____ Record extracts
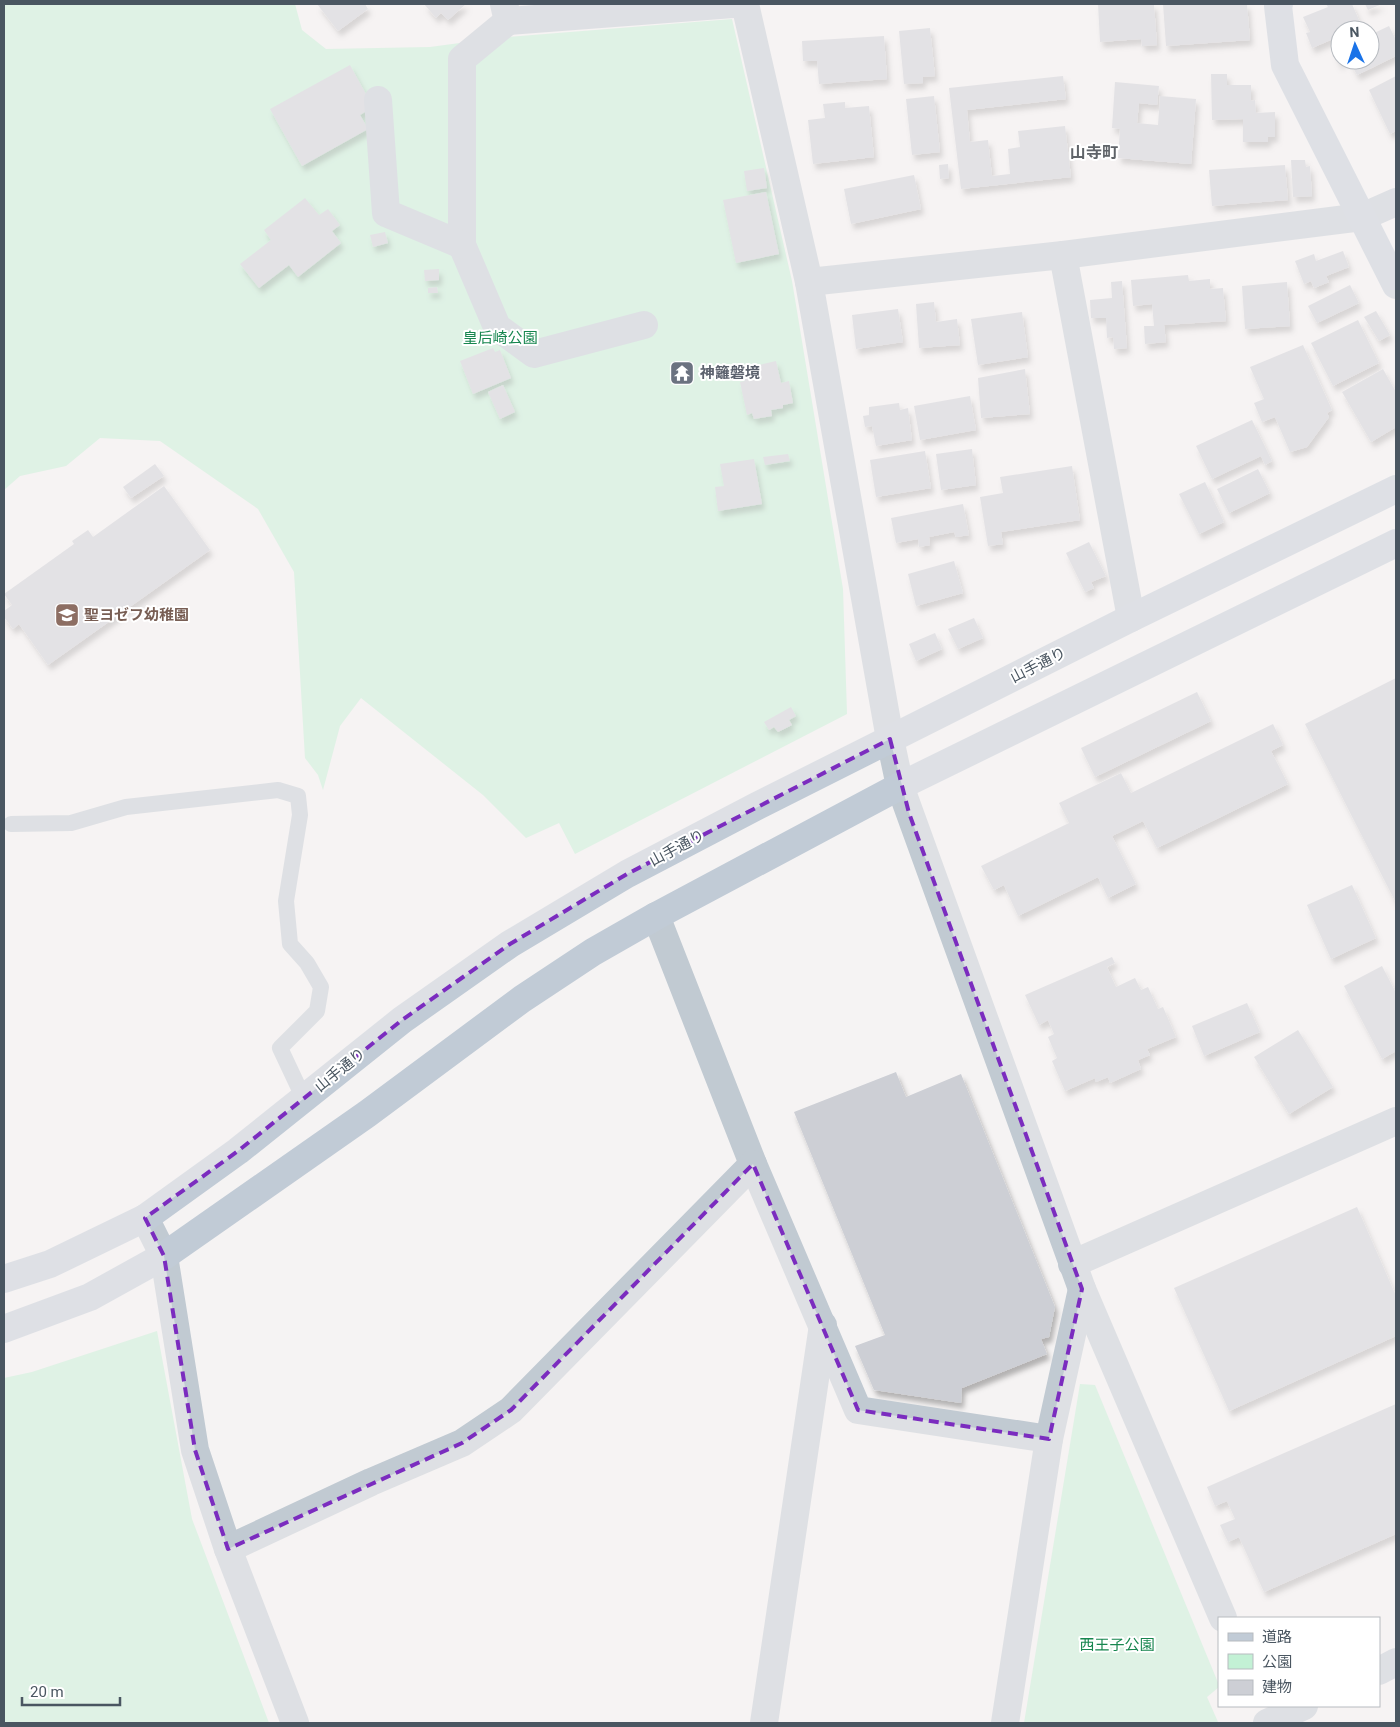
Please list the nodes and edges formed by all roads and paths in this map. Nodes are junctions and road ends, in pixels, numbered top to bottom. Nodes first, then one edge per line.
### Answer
1 (733, 4) edge
2 (745, 4) edge
3 (1279, 4) edge
4 (506, 12) edge
5 (378, 100) dead end
6 (1396, 202) edge
7 (1362, 217) junction
8 (462, 245) junction
9 (1063, 255) junction
10 (809, 282) junction
11 (1396, 285) edge
12 (644, 325) dead end
13 (1396, 490) edge
14 (1396, 543) edge
15 (1131, 618) junction
16 (890, 739) junction
17 (900, 786) junction
18 (11, 824) dead end
19 (656, 916) junction
20 (304, 1099) junction
21 (1396, 1121) edge
22 (752, 1164) junction
23 (145, 1218) junction
24 (164, 1256) junction
25 (1072, 1264) junction
26 (4, 1279) edge
27 (1082, 1289) junction
28 (823, 1325) junction
29 (4, 1329) edge
30 (1048, 1439) junction
31 (228, 1549) junction
32 (1223, 1617) edge
33 (1396, 1662) edge
34 (1380, 1670) edge
35 (1260, 1707) edge
36 (1302, 1707) edge
37 (295, 1723) edge
38 (764, 1723) edge
39 (1005, 1723) edge
40 (1267, 1723) edge

1 - 4 street
2 - 10 street
3 - 7 street
4 - 8 street
5 - 8 street
6 - 7 street
7 - 9 street
7 - 11 street
8 - 12 street
9 - 10 street
9 - 15 street
10 - 16 street
13 - 15 street, 山手通り
14 - 17 street
15 - 16 street, 山手通り
16 - 17 street
16 - 20 street, 山手通り
17 - 19 street
17 - 25 street
18 - 20 lane
19 - 22 street
19 - 24 street
20 - 23 street, 山手通り
21 - 25 street
22 - 28 street
22 - 31 street
23 - 24 street
23 - 26 street, 山手通り
24 - 29 street
24 - 31 street
25 - 27 street
27 - 30 street
27 - 32 street
28 - 30 street
28 - 38 street
30 - 39 street
31 - 37 street
33 - 34 street
35 - 40 street
36 - 40 street

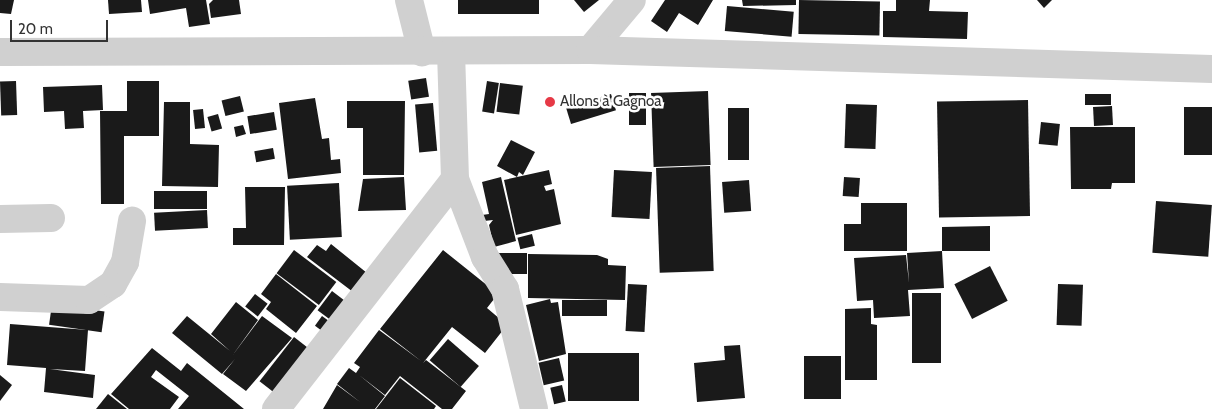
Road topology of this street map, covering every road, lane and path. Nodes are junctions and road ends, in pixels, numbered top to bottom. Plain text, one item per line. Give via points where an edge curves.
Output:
1 (409, 0) edge
2 (632, 0) edge
3 (590, 50) junction
4 (0, 52) edge
5 (422, 52) junction
6 (450, 53) junction
7 (1212, 68) edge
8 (455, 179) junction
9 (51, 218) dead end
10 (0, 219) edge
11 (132, 221) dead end
12 (0, 297) edge
13 (276, 409) edge
14 (534, 409) edge

1 - 5 street
2 - 3 street
3 - 6 street
3 - 7 street
4 - 5 street
5 - 6 street
6 - 8 street
8 - 13 street
8 - 14 street via 485,257 506,289
9 - 10 street
11 - 12 street via 125,262 113,284 89,300

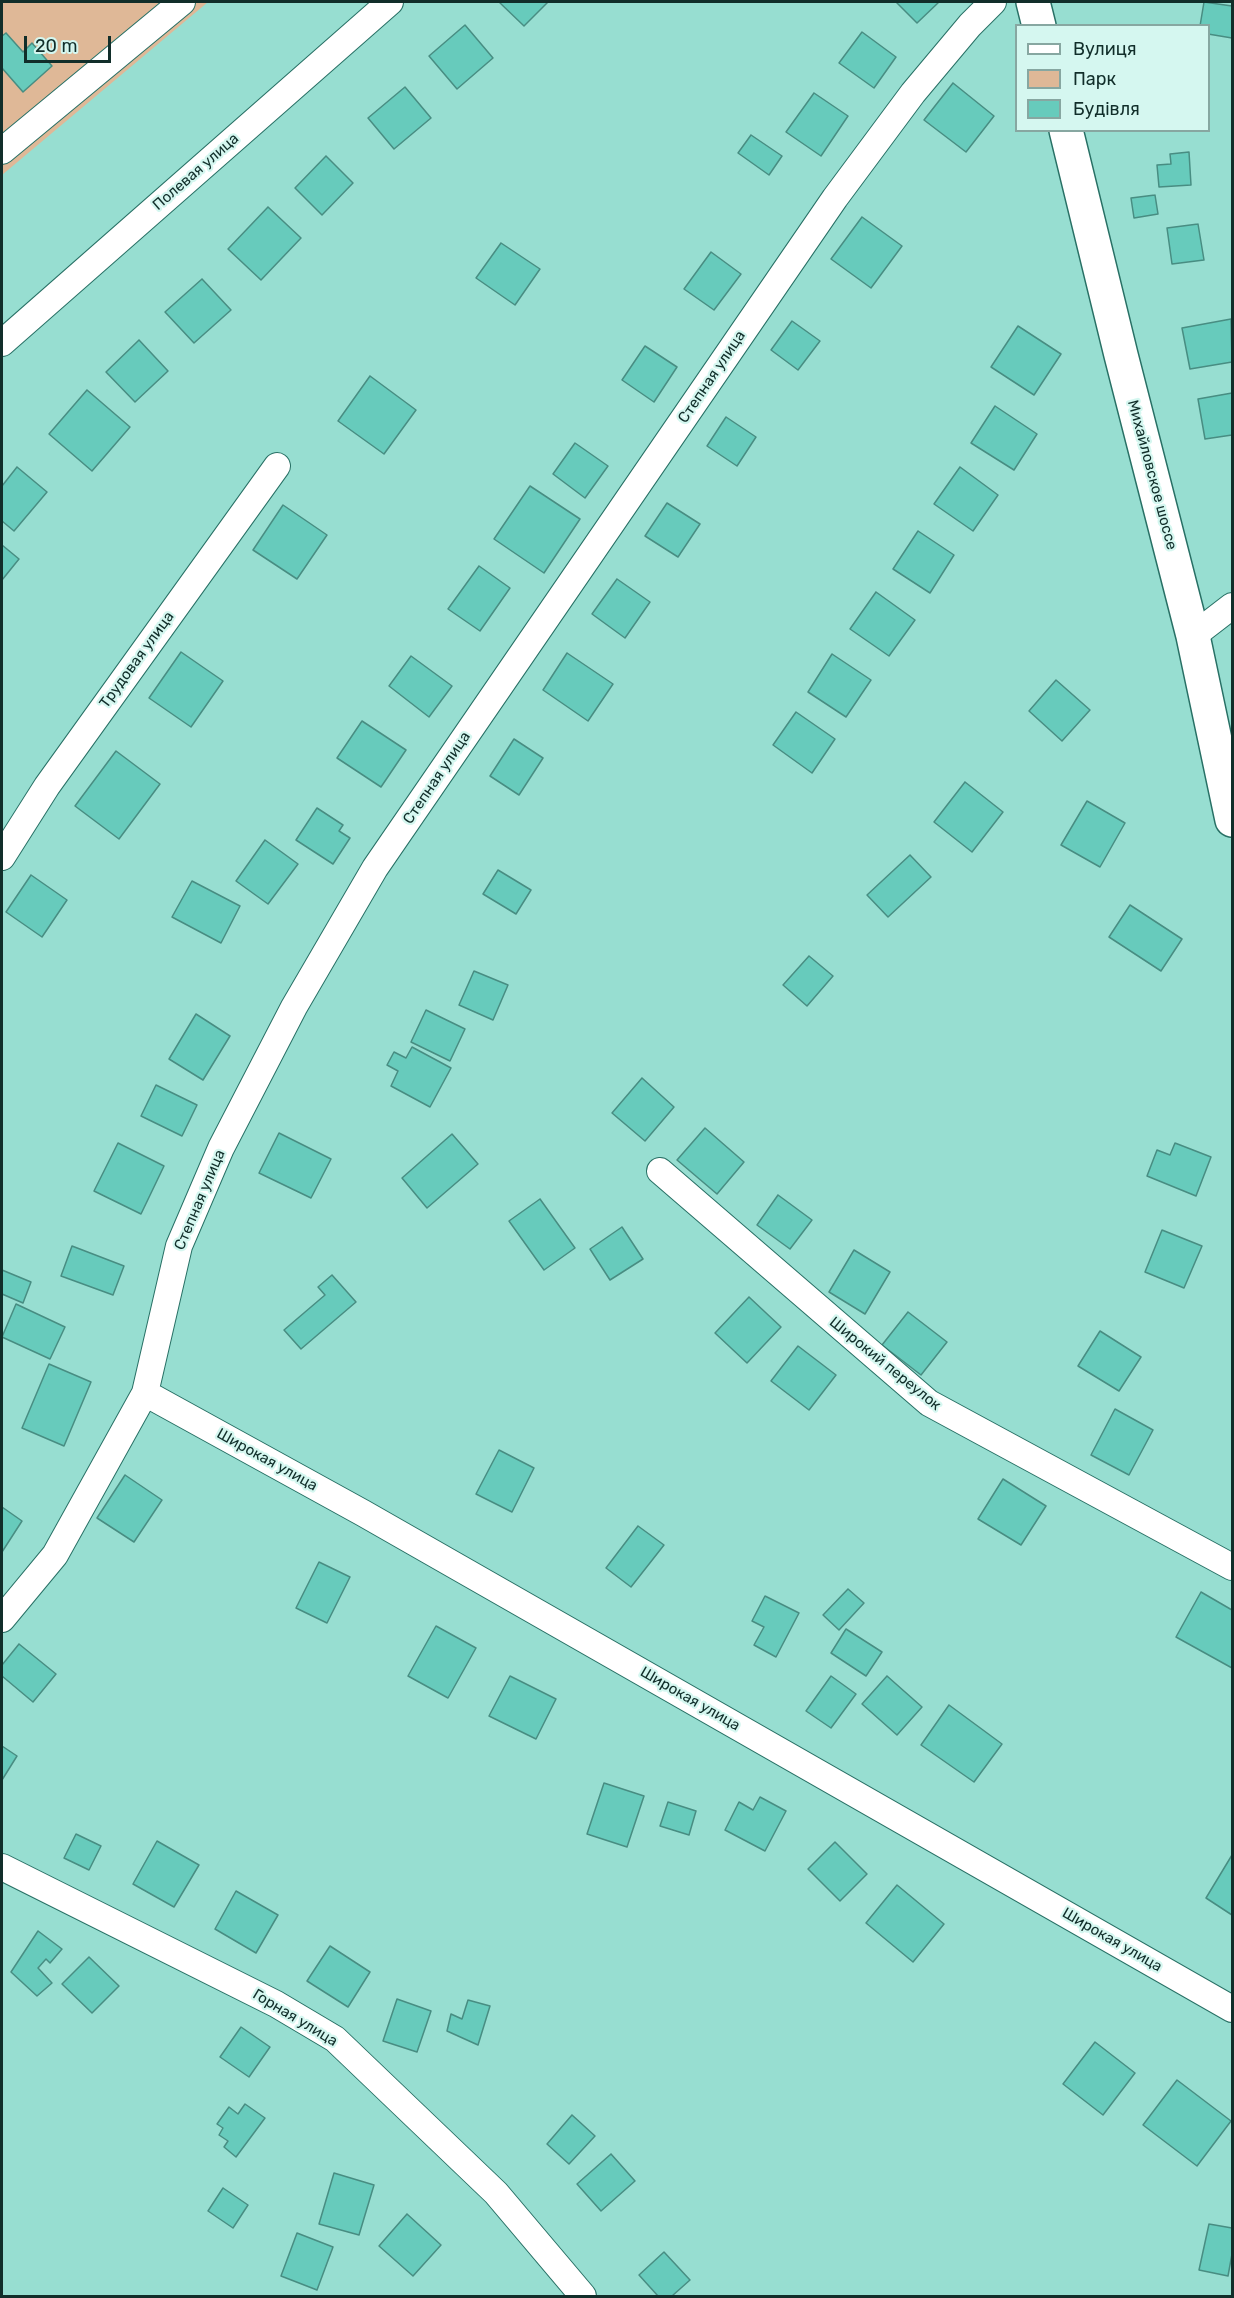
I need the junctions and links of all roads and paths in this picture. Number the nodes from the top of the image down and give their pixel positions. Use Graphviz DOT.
graph roads {
  1 [pos="182,2"];
  2 [pos="390,2"];
  3 [pos="993,2"];
  4 [pos="1033,2"];
  5 [pos="1038,24"];
  6 [pos="1066,132"];
  7 [pos="2,152"];
  8 [pos="2,343"];
  9 [pos="277,466"];
  10 [pos="1233,606"];
  11 [pos="1193,636"];
  12 [pos="1233,820"];
  13 [pos="2,857"];
  14 [pos="660,1171"];
  15 [pos="145,1392"];
  16 [pos="1233,1567"];
  17 [pos="2,1619"];
  18 [pos="2,1867"];
  19 [pos="1233,2009"];
  20 [pos="583,2296"];
  1 -- 7 [label="street"];
  2 -- 8 [label="street, Полевая улица"];
  3 -- 15 [label="street, Степная улица"];
  4 -- 5 [label="main road"];
  6 -- 11 [label="main road, Михайловское шоссе"];
  9 -- 13 [label="street, Трудовая улица"];
  10 -- 11 [label="street"];
  11 -- 12 [label="main road, Михайловское шоссе"];
  14 -- 16 [label="street, Широкий переулок"];
  15 -- 17 [label="street, Степная улица"];
  15 -- 19 [label="street, Широкая улица"];
  18 -- 20 [label="street, Горная улица"];
}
________
Transcribe every entry exactly. Leave out the pictures.

• _Solution to the problem_
Please list the nodes and edges formed by all roads and paths in this map. Nodes are junctions and road ends, in pixels, numbered top to bottom. Nodes first, then one edge per line.
### Answer
1 (733, 4) edge
2 (745, 4) edge
3 (1279, 4) edge
4 (506, 12) edge
5 (378, 100) dead end
6 (1396, 202) edge
7 (1362, 217) junction
8 (462, 245) junction
9 (1063, 255) junction
10 (809, 282) junction
11 (1396, 285) edge
12 (644, 325) dead end
13 (1396, 490) edge
14 (1396, 543) edge
15 (1131, 618) junction
16 (890, 739) junction
17 (900, 786) junction
18 (11, 824) dead end
19 (656, 916) junction
20 (304, 1099) junction
21 (1396, 1121) edge
22 (752, 1164) junction
23 (145, 1218) junction
24 (164, 1256) junction
25 (1072, 1264) junction
26 (4, 1279) edge
27 (1082, 1289) junction
28 (823, 1325) junction
29 (4, 1329) edge
30 (1048, 1439) junction
31 (228, 1549) junction
32 (1223, 1617) edge
33 (1396, 1662) edge
34 (1380, 1670) edge
35 (1260, 1707) edge
36 (1302, 1707) edge
37 (295, 1723) edge
38 (764, 1723) edge
39 (1005, 1723) edge
40 (1267, 1723) edge

1 - 4 street
2 - 10 street
3 - 7 street
4 - 8 street
5 - 8 street
6 - 7 street
7 - 9 street
7 - 11 street
8 - 12 street
9 - 10 street
9 - 15 street
10 - 16 street
13 - 15 street, 山手通り
14 - 17 street
15 - 16 street, 山手通り
16 - 17 street
16 - 20 street, 山手通り
17 - 19 street
17 - 25 street
18 - 20 lane
19 - 22 street
19 - 24 street
20 - 23 street, 山手通り
21 - 25 street
22 - 28 street
22 - 31 street
23 - 24 street
23 - 26 street, 山手通り
24 - 29 street
24 - 31 street
25 - 27 street
27 - 30 street
27 - 32 street
28 - 30 street
28 - 38 street
30 - 39 street
31 - 37 street
33 - 34 street
35 - 40 street
36 - 40 street

Road topology of this street map, covering every road, lane and path. Nodes are junctions and road ends, in pixels, numbered top to bottom. Plain text, one item per line. Give via points where an edge curves.
Output:
1 (409, 0) edge
2 (632, 0) edge
3 (590, 50) junction
4 (0, 52) edge
5 (422, 52) junction
6 (450, 53) junction
7 (1212, 68) edge
8 (455, 179) junction
9 (51, 218) dead end
10 (0, 219) edge
11 (132, 221) dead end
12 (0, 297) edge
13 (276, 409) edge
14 (534, 409) edge

1 - 5 street
2 - 3 street
3 - 6 street
3 - 7 street
4 - 5 street
5 - 6 street
6 - 8 street
8 - 13 street
8 - 14 street via 485,257 506,289
9 - 10 street
11 - 12 street via 125,262 113,284 89,300

I need the junctions and links of all roads and paths in this picture. Number the nodes from the top of the image down and give their pixel positions. Use Graphviz DOT.
graph roads {
  1 [pos="182,2"];
  2 [pos="390,2"];
  3 [pos="993,2"];
  4 [pos="1033,2"];
  5 [pos="1038,24"];
  6 [pos="1066,132"];
  7 [pos="2,152"];
  8 [pos="2,343"];
  9 [pos="277,466"];
  10 [pos="1233,606"];
  11 [pos="1193,636"];
  12 [pos="1233,820"];
  13 [pos="2,857"];
  14 [pos="660,1171"];
  15 [pos="145,1392"];
  16 [pos="1233,1567"];
  17 [pos="2,1619"];
  18 [pos="2,1867"];
  19 [pos="1233,2009"];
  20 [pos="583,2296"];
  1 -- 7 [label="street"];
  2 -- 8 [label="street, Полевая улица"];
  3 -- 15 [label="street, Степная улица"];
  4 -- 5 [label="main road"];
  6 -- 11 [label="main road, Михайловское шоссе"];
  9 -- 13 [label="street, Трудовая улица"];
  10 -- 11 [label="street"];
  11 -- 12 [label="main road, Михайловское шоссе"];
  14 -- 16 [label="street, Широкий переулок"];
  15 -- 17 [label="street, Степная улица"];
  15 -- 19 [label="street, Широкая улица"];
  18 -- 20 [label="street, Горная улица"];
}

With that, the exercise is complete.